En deçà des promesses
En l’occurrence, la programmation même de We Are One tend à donner raison à Denis Côté et à Pierre Pageau. En effet, comme on l’a constaté lors du dévoilement de la très anticipée programmation, la réunion des forces vives des plus importants festivals de cinéma ne s’est pas soldée par de grosses premières. Loin de là. Pour l’essentiel, l’offre consiste plutôt en des titres moins connus et en des entretiens, certes prometteurs, le tout tiré de crus passés. Mais c’est gratuit, objectera-t-on, et l’on encourage à effectuer des dons auprès d’œuvres caritatives.
Il n’empêche, considérant les acteurs en présence, le résultat apparaît en deçà des promesses. Non, les nouveaux films pleins de vedettes internationales de Wes Anderson (The French Dispatch), Leos Carax (Annette), Edgar Wright (Last Night in Soho), Mia Hansen-Love (Bergman Island), Apichatpong Weerasethakul (Memoria) ou Maïwenn (ADN), qui auraient sans doute été dévoilés à Cannes ces jours-ci, et pour n’en citer qu’une poignée, n’y sont pas et ne risquent pas de commencer leur vie en ligne.
Voilà qui n’est pas pour surprendre Denis Côté, pour qui un film qui a sa première en format numérique est un peu « sacrifié ». « Je ne comprends PAS DU TOUT les cinéastes qui acceptent de lancer leur film en première dans ces festivals online. Ça n’a aucun sens et ça en dit beaucoup sur l’impatience de ces cinéastes, leur rapport au grand écran et leur amour du cinéma. »

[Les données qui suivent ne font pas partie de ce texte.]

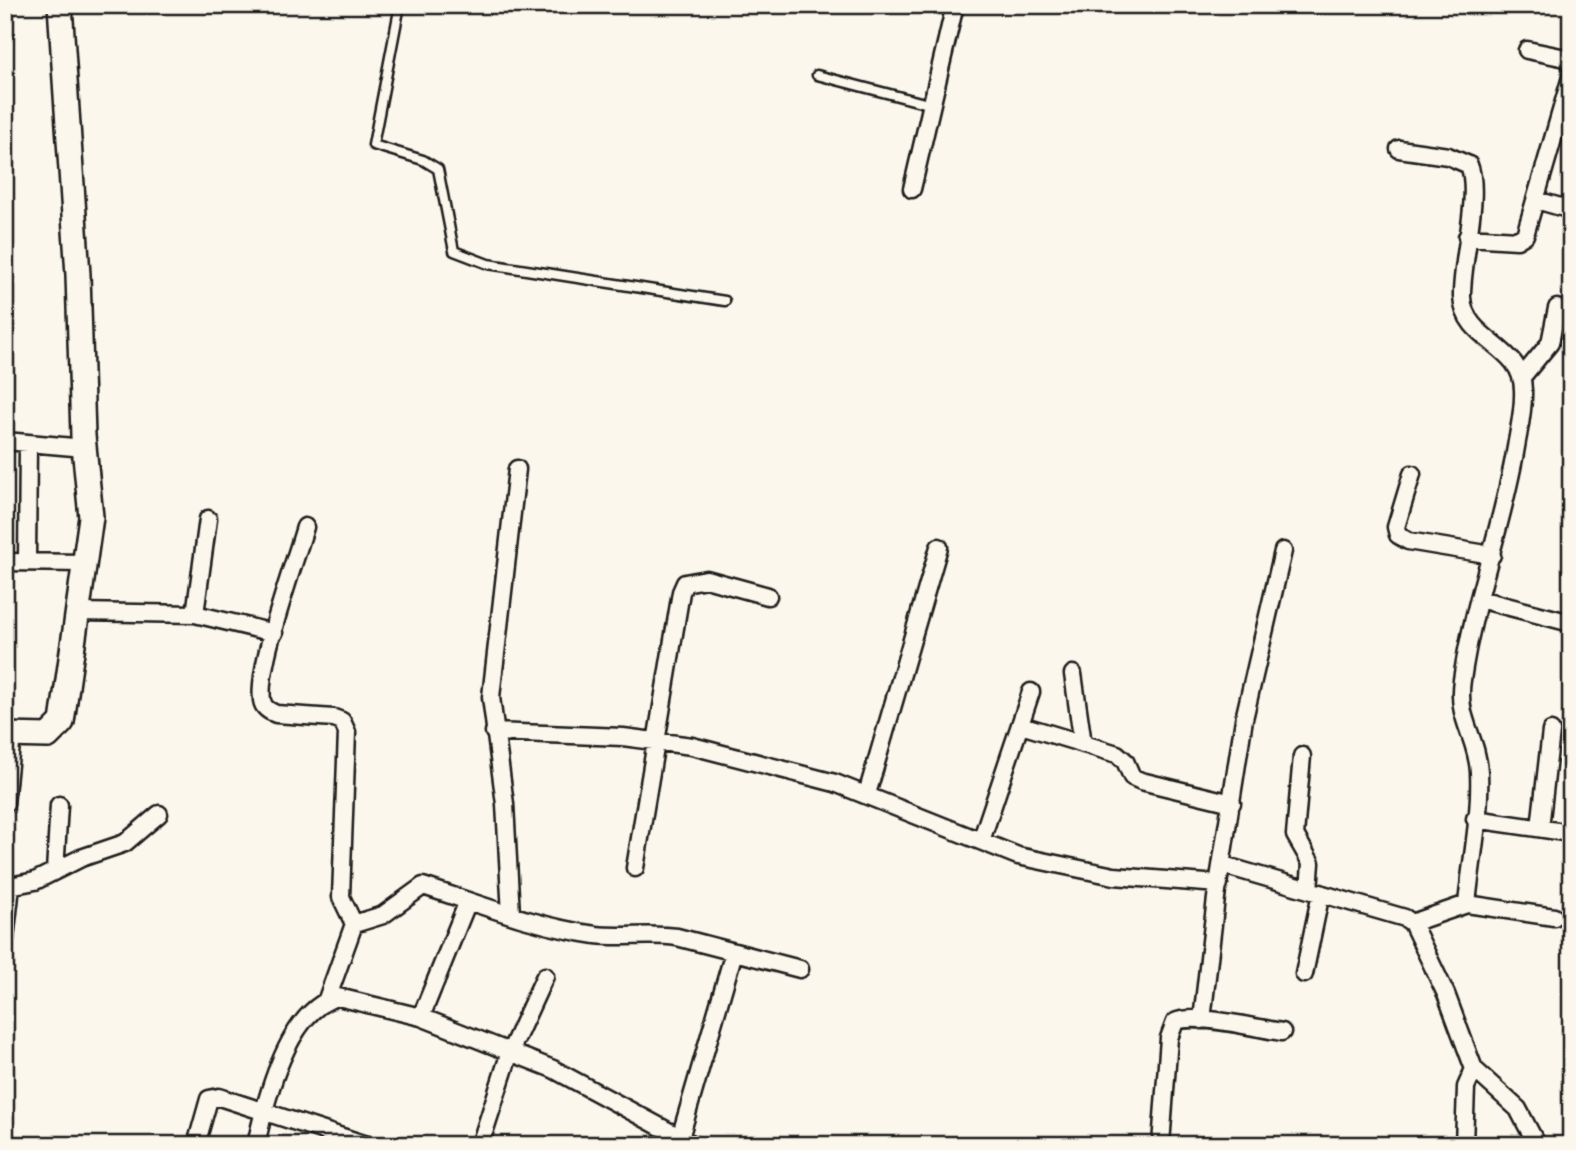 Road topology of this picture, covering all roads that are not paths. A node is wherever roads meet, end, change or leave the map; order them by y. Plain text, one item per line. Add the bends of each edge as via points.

C’est également en évoquant la spécificité, et donc l’irremplaçabilité, dudit grand écran que Pierre Pageau conclut : « Je suis très heureux d’avoir pu voir 1917, de Sam Mendes, et Sorry We Missed You, le dernier Ken Loach, sur ma télévision durant la période de confinement. J’aurais toutefois été mille fois plus heureux de les voir dans une salle de cinéma. »
La sélection du festival We Are One est disponible jusqu’au 7 juin sur YouTube.